The rhetorical strategy is consistent throughout. The concerns are not denied. They are stripped of veto power. The reader is asked to see an error of proportion: the new risk is feared too much, while the old one is tolerated out of habit.
The most politically effective part of the argument may lie elsewhere, in its distributive force. Harm reduction is not presented merely as an expedient for adult smokers who cannot quit. It is given a role in reducing inequality. That gives the proposal an added moral gravity. It would not simply accelerate average declines; it would help dislodge the cigarette precisely where it remains most deeply entrenched: among the poor, the vulnerable, the dependent, those most left behind by the field’s earlier successes.
This is the ground on which the clearest banner is raised: smoke-free 2040.
Less than 5% adult daily smoking prevalence by 2040.
Policy likes a slogan when it can condense a worldview. This one can. Its force lies not only in being measurable. It lies in establishing a new criterion of success. Not necessarily a world without nicotine. A world in which the cigarette no longer occupies the center. And the slogan comes with hard numbers: in 2024, global smoking prevalence among people aged fifteen and older stood at sixteen per cent to twenty-eight per cent among men and five per cent among women. If current trends persist, the world will fall to around ten per cent by 2040. Their target—below five per cent—would require more than doubling the current rate of decline.
The agenda is meant to travel beyond high-income settings. Low- and middle-income countries face a different reality: cigarettes are relatively more affordable, cessation services are scarce, regulation is uneven, markets are more opaque, and state capacity is weaker. Even so, the proposal is framed on a global scale. Its instruments are differential taxation, context-specific research, regulatory strengthening, and institutional innovation elements that the authors see as indispensable to adapting harm reduction to local conditions, especially where the state is weaker and the informal market more powerful.
There is also a note of state realism here that is hard to miss. A regulated transition affects revenue, health-care costs, and illicit trade, and those effects, the authors argue, will have to be actively managed, especially in countries where tobacco still carries fiscal weight. At that point, the debate stops being merely clinical or cultural. It becomes a matter of statecraft.

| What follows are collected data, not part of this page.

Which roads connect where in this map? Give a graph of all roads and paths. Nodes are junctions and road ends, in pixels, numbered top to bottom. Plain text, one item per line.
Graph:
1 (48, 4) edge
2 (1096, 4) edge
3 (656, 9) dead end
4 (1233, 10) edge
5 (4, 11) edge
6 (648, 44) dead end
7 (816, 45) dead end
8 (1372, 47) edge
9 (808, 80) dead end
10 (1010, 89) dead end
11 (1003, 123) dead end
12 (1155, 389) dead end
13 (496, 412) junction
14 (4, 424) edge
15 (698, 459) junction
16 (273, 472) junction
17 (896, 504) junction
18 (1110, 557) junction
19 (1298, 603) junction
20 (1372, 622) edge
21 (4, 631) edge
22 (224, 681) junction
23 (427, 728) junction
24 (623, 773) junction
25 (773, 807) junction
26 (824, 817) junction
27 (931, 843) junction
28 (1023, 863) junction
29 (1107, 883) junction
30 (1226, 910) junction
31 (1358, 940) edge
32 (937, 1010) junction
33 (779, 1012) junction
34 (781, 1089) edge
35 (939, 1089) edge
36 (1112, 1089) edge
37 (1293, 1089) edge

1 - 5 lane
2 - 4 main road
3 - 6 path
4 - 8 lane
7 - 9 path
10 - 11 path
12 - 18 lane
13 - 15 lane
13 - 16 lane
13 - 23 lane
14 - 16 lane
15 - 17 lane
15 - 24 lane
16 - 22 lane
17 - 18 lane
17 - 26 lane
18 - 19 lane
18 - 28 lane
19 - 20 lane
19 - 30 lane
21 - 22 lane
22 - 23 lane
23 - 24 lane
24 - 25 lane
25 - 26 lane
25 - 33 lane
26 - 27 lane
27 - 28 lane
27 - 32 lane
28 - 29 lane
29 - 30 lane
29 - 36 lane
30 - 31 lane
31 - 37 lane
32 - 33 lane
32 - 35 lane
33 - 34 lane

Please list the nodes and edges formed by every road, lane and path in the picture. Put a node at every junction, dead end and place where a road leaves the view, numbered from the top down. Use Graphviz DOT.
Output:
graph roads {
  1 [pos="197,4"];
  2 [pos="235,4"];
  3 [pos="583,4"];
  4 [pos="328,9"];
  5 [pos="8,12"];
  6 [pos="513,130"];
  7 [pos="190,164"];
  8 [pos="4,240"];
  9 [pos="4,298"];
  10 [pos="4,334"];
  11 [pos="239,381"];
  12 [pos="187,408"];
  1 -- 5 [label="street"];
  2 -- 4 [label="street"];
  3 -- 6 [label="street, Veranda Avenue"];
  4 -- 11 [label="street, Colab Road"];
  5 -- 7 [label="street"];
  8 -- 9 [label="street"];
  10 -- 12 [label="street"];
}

This is why the WHO ends up as the argument’s true addressee. The piece begins to read almost like an open letter. It asks for more than tolerance. It asks for legitimation. It wants harm reduction to stop occupying a gray zone and to be recognized as an explicit component of comprehensive tobacco control. It wants, in other words, to move the center of authority in the conversation.
That may be the fairest and most exact way to read Beaglehole, Bonita, and Pang: not as mounting a side defense of a set of products, but as trying to rewrite the code of an entire field. For a long time, tobacco control knew how to say clearly what it condemned. What is being asked now is whether the field is prepared to say, without embarrassment, what it would be willing to tolerate to defeat the cigarette.
Because, in the end, this is not only a request to revise the instruments. It is a request to revise the scruples. And it leaves hanging the question the field may be most reluctant to answer: what should count as success, the disappearance of nicotine, or the defeat of combustible tobacco’s relentless machinery of disease and death?